SECURITIES AND EXCHANGE COMMISSION
WASHINGTON, D.C. 20549
FORM 8-K/A
AMENDMENT
Current Report Pursuant to Section 13 or 15(d)
of the Securities Exchange Act of 1934
Date of Report (date of earliest event reported): February 21, 1996.
CHS ELECTRONICS, INC.
(Exact name of registrant as specified in its charter)
Commission File Number: 0-24244
FLORIDA 87-0435376
(State or other jurisdiction of (I.R.S. Employer
incorporation or organization) Identification No.)
2153 N.W. 86TH AVENUE
MIAMI, FLORIDA 33122
(Address of principal executive offices) (Zip Code)

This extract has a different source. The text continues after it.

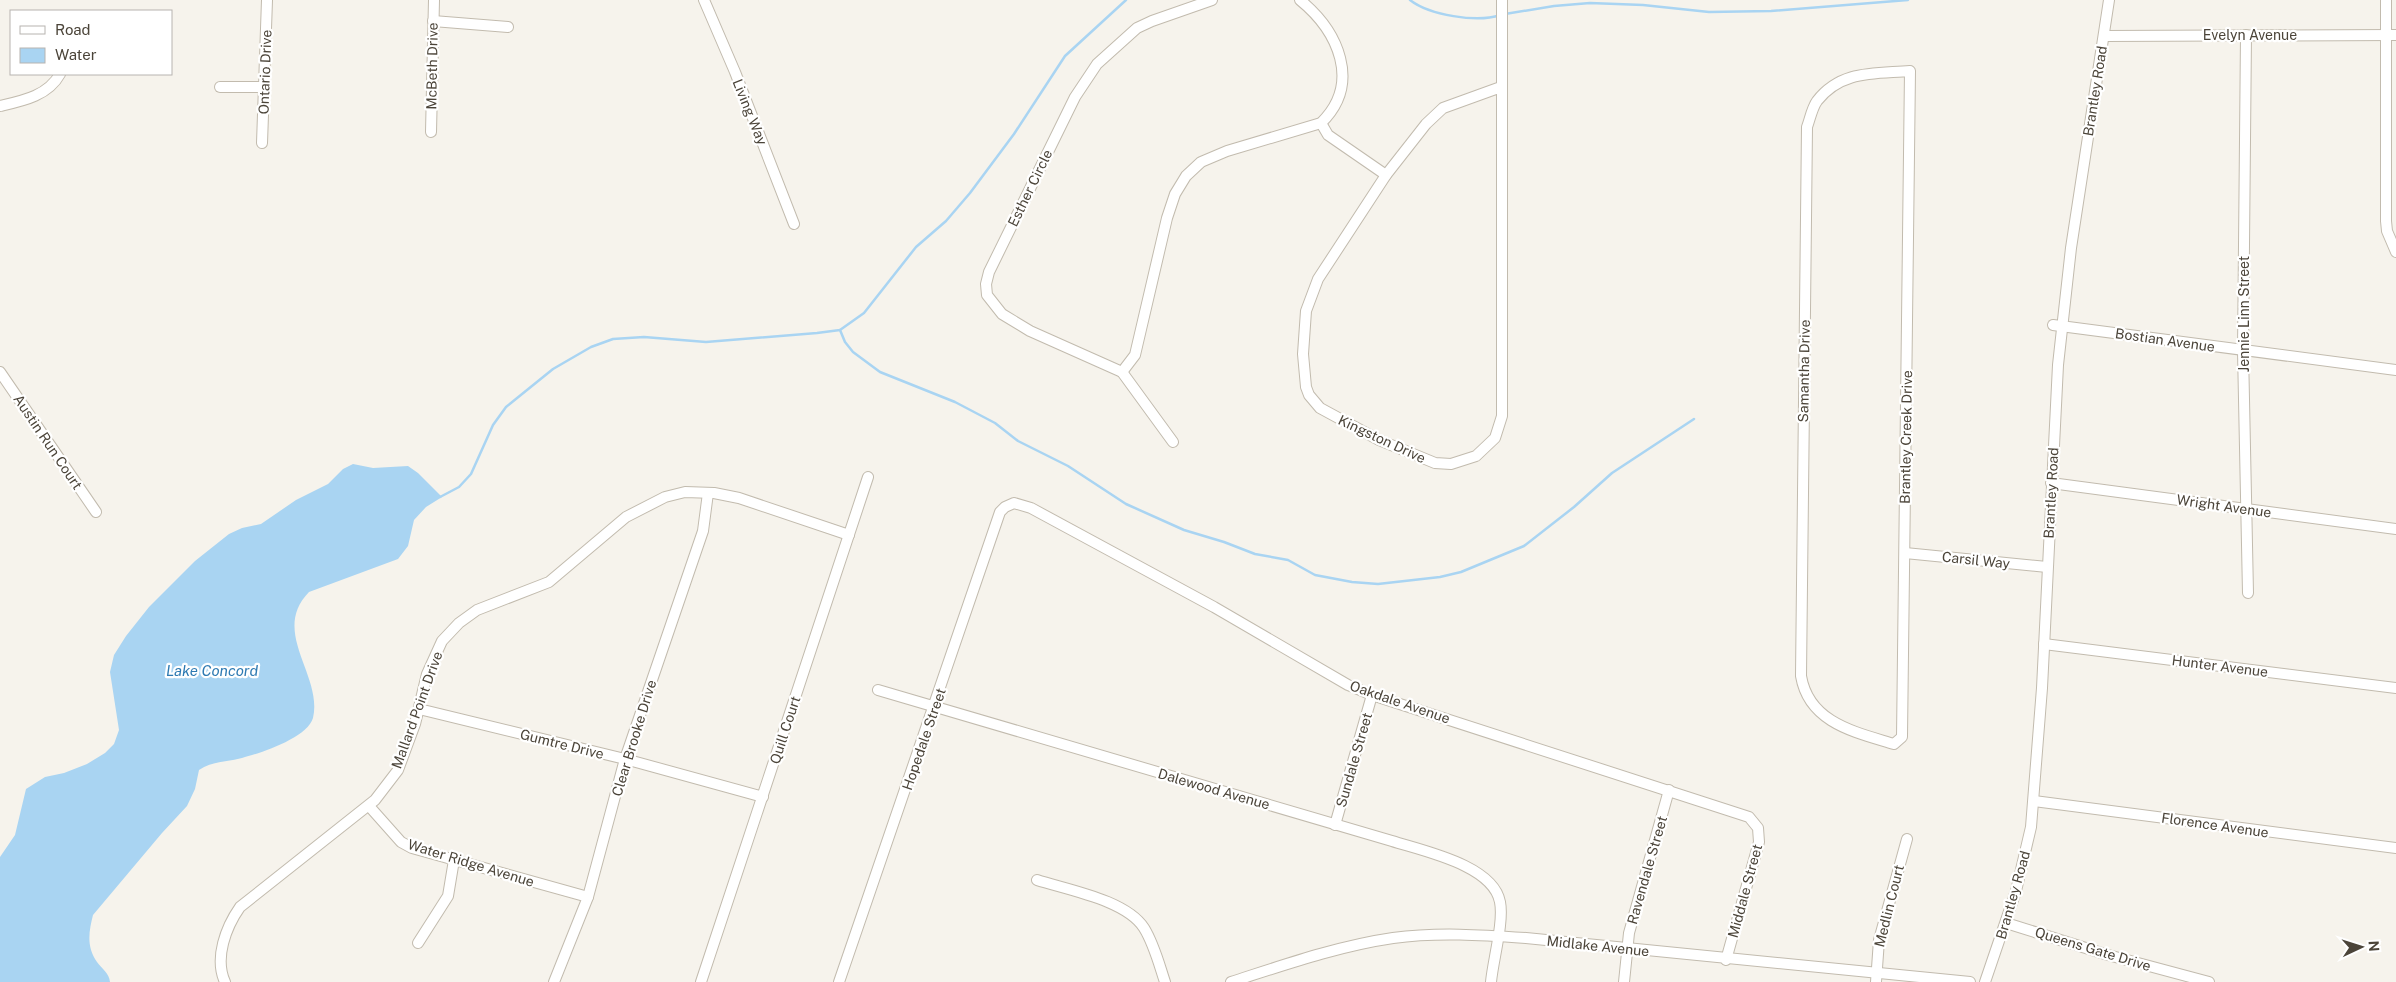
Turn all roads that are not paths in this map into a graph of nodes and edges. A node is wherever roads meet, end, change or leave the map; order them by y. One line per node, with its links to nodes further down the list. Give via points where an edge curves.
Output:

Registrant's Telephone Number: (305) 716-8273
NOT APPLICABLE
(Former name, former address and former fiscal year,
if changed since last report)
<PAGE>
ITEM 7. FINANCIAL STATEMENTS AND EXHIBITS
On February 21, 1996, CHS Electronics, Inc. ("Company"), closed the
transactions contemplated by the Purchase Agreement dated January 31, 1996
("Agreement"), pursuant to which the Company acquired effective January 31,
1996, 51% of the outstanding capital of Kventa Hungary Kft., a Hungary limited
liability company ("Kventa"). The transaction was reported in a report on Form
8-K dated February 28, 1996 ("Initial Filing"). The Initial Filing did not
contain the financial statements and pro forma financial information required by
Item 7 of Form 8-K. Pursuant to the requirements of the form, the Initial Filing
is hereby amended by the addition of the following items.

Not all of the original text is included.